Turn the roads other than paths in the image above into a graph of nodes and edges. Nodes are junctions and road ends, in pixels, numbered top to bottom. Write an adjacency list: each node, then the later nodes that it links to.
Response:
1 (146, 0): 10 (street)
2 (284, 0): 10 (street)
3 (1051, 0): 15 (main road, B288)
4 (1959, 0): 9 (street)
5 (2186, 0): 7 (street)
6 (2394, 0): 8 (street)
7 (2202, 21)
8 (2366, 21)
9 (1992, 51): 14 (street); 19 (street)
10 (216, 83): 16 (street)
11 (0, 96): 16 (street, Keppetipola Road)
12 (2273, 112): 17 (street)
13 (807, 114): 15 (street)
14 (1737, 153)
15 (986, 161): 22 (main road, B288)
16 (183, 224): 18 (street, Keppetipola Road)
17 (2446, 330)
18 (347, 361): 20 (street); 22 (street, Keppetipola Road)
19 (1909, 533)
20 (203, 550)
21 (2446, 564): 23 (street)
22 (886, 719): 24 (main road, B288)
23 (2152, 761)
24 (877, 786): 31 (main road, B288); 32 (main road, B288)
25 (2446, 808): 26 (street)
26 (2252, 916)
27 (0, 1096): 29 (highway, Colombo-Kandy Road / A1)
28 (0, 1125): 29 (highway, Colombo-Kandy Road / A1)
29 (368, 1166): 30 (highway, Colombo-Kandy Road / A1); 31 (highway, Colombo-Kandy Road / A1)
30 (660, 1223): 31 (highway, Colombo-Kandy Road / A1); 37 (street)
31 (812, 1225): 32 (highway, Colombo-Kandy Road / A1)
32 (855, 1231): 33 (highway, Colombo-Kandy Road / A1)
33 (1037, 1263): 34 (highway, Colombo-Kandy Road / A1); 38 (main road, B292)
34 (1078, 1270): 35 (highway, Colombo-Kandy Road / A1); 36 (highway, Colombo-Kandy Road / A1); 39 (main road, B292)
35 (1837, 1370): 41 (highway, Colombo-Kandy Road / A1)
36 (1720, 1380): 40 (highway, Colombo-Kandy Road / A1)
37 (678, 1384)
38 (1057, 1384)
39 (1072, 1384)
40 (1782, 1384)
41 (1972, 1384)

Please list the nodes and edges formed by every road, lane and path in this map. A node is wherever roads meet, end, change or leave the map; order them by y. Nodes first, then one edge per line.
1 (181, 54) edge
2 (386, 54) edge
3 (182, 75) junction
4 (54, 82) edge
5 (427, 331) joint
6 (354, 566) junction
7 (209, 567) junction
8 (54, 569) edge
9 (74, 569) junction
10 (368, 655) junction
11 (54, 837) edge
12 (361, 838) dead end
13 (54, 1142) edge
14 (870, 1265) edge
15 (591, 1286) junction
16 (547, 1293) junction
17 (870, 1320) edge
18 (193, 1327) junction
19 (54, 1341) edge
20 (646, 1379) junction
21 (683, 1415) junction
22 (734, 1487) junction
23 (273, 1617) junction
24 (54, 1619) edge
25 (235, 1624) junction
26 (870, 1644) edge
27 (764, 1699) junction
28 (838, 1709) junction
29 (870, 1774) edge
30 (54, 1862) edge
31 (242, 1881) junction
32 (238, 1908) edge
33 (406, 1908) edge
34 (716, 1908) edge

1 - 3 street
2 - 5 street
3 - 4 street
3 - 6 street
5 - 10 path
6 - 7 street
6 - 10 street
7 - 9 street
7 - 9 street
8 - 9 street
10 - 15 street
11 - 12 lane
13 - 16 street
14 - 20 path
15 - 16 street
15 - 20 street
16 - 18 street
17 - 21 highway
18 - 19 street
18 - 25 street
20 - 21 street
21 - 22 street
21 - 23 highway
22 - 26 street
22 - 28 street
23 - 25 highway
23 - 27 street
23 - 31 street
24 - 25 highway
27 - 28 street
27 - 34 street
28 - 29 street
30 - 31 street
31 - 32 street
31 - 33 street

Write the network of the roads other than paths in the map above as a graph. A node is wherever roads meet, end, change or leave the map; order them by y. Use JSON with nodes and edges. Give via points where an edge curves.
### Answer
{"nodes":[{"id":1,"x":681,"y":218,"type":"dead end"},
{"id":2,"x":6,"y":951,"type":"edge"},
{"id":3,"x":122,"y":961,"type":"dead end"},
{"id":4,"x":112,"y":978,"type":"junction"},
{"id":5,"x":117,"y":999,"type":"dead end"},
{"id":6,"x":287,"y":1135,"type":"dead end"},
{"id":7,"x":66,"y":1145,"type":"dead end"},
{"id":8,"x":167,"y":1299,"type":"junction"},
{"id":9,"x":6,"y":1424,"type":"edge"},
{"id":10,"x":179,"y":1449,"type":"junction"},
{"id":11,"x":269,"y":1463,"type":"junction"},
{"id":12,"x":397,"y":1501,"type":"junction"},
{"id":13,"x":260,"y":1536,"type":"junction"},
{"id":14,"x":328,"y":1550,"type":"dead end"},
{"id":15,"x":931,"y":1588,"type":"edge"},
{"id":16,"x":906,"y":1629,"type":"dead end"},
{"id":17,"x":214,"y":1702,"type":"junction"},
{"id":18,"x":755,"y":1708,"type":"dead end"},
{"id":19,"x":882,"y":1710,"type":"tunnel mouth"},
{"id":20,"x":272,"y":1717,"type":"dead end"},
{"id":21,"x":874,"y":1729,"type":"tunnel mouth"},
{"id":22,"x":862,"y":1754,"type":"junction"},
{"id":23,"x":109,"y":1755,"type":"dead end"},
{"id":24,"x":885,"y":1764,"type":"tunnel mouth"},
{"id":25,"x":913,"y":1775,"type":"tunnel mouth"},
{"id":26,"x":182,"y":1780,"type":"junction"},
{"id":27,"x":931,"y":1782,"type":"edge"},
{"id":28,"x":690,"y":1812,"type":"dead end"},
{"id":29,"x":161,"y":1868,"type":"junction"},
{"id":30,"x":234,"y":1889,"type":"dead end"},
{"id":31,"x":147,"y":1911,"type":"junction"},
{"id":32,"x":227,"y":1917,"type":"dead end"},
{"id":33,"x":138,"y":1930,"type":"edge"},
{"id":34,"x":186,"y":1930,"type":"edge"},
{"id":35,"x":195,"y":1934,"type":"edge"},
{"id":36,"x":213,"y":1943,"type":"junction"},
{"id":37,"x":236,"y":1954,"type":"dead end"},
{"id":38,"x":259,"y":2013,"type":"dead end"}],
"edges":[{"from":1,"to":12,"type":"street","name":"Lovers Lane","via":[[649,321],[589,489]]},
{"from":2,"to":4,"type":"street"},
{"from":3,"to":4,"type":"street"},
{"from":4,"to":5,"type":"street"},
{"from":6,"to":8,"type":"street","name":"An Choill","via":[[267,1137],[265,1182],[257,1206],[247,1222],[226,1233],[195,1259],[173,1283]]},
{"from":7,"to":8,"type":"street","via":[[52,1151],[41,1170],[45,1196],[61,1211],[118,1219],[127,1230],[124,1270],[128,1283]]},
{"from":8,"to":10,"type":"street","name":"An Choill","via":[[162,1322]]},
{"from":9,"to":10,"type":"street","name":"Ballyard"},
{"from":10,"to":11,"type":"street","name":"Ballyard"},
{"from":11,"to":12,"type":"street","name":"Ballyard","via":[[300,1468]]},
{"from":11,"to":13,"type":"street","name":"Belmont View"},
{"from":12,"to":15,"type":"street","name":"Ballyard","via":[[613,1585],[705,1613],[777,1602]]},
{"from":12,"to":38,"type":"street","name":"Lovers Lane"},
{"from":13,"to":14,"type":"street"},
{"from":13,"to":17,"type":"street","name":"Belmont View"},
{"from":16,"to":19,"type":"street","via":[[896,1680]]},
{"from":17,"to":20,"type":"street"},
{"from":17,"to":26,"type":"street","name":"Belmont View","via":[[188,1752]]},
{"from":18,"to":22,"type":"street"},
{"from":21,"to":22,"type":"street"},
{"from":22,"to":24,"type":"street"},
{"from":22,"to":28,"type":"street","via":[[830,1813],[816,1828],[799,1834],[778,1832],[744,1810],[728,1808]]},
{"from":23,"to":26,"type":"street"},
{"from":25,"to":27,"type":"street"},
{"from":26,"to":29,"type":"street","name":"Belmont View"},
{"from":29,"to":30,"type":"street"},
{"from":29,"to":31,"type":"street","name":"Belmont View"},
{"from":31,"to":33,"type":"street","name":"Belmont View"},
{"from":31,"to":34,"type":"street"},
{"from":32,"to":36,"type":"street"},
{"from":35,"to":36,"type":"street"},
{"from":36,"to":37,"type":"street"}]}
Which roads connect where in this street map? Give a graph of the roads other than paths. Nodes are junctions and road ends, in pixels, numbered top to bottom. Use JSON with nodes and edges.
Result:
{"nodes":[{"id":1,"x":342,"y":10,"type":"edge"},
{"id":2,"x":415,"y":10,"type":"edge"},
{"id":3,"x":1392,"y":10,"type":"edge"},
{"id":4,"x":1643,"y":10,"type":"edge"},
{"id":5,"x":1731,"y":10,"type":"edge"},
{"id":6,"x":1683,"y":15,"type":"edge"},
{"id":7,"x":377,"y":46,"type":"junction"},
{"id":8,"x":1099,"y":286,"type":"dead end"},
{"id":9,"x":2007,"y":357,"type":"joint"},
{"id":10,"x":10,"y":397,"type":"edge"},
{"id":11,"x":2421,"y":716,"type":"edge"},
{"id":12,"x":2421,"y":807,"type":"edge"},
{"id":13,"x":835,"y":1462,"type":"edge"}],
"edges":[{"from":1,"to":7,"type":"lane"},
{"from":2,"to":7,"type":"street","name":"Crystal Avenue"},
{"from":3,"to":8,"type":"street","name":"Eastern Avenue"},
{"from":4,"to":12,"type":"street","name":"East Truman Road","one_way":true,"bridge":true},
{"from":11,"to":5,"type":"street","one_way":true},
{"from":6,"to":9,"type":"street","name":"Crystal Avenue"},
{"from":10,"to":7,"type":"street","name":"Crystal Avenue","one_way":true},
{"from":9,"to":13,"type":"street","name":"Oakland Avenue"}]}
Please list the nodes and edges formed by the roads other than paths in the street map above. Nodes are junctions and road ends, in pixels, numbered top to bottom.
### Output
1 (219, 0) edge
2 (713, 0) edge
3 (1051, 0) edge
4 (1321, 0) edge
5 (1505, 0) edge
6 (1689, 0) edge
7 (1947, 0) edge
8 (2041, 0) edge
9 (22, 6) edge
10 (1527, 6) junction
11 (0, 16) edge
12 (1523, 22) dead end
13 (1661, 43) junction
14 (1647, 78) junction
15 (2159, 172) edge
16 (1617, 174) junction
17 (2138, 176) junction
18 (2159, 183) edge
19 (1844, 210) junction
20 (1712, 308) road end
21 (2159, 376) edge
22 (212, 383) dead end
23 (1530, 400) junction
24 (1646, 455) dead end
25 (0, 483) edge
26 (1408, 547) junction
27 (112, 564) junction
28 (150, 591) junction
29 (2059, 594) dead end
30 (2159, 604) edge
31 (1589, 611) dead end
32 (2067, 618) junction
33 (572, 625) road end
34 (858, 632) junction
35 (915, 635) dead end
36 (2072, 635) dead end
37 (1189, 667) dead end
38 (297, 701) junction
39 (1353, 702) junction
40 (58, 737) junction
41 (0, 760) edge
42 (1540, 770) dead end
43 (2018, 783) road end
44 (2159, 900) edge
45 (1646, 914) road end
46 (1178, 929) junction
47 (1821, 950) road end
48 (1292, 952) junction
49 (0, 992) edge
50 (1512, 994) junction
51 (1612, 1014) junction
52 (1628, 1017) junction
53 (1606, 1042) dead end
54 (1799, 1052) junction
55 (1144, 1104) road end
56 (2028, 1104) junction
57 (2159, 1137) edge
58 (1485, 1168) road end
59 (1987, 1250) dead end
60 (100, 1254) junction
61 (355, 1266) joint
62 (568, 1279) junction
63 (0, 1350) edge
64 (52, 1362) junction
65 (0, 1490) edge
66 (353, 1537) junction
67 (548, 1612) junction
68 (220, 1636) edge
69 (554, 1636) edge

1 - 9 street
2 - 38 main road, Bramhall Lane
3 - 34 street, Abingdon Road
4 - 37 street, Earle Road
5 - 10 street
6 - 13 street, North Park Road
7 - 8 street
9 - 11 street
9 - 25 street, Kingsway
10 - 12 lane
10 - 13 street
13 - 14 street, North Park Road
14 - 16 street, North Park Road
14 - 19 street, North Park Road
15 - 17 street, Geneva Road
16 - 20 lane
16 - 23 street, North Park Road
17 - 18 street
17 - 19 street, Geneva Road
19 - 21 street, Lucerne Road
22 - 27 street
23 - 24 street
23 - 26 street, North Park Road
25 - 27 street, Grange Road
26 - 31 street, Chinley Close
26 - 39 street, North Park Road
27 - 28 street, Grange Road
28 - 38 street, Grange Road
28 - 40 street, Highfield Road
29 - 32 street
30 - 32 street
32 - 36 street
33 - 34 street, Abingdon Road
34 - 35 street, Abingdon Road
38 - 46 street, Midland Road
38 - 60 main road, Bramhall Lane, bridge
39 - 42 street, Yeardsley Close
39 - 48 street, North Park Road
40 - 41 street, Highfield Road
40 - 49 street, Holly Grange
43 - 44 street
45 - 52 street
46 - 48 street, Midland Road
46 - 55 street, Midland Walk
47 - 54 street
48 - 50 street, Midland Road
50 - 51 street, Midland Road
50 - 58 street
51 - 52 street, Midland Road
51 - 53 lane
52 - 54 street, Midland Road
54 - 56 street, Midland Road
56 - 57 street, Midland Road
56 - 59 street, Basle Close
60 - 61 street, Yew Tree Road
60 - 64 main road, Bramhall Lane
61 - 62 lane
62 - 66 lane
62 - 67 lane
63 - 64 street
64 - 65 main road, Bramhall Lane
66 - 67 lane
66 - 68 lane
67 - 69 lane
=-=-=
[Work order]: Looking at the records above, in how many lines does the word "tunnel" occur? Reply with the number alone.

[Output for this exercise]: 4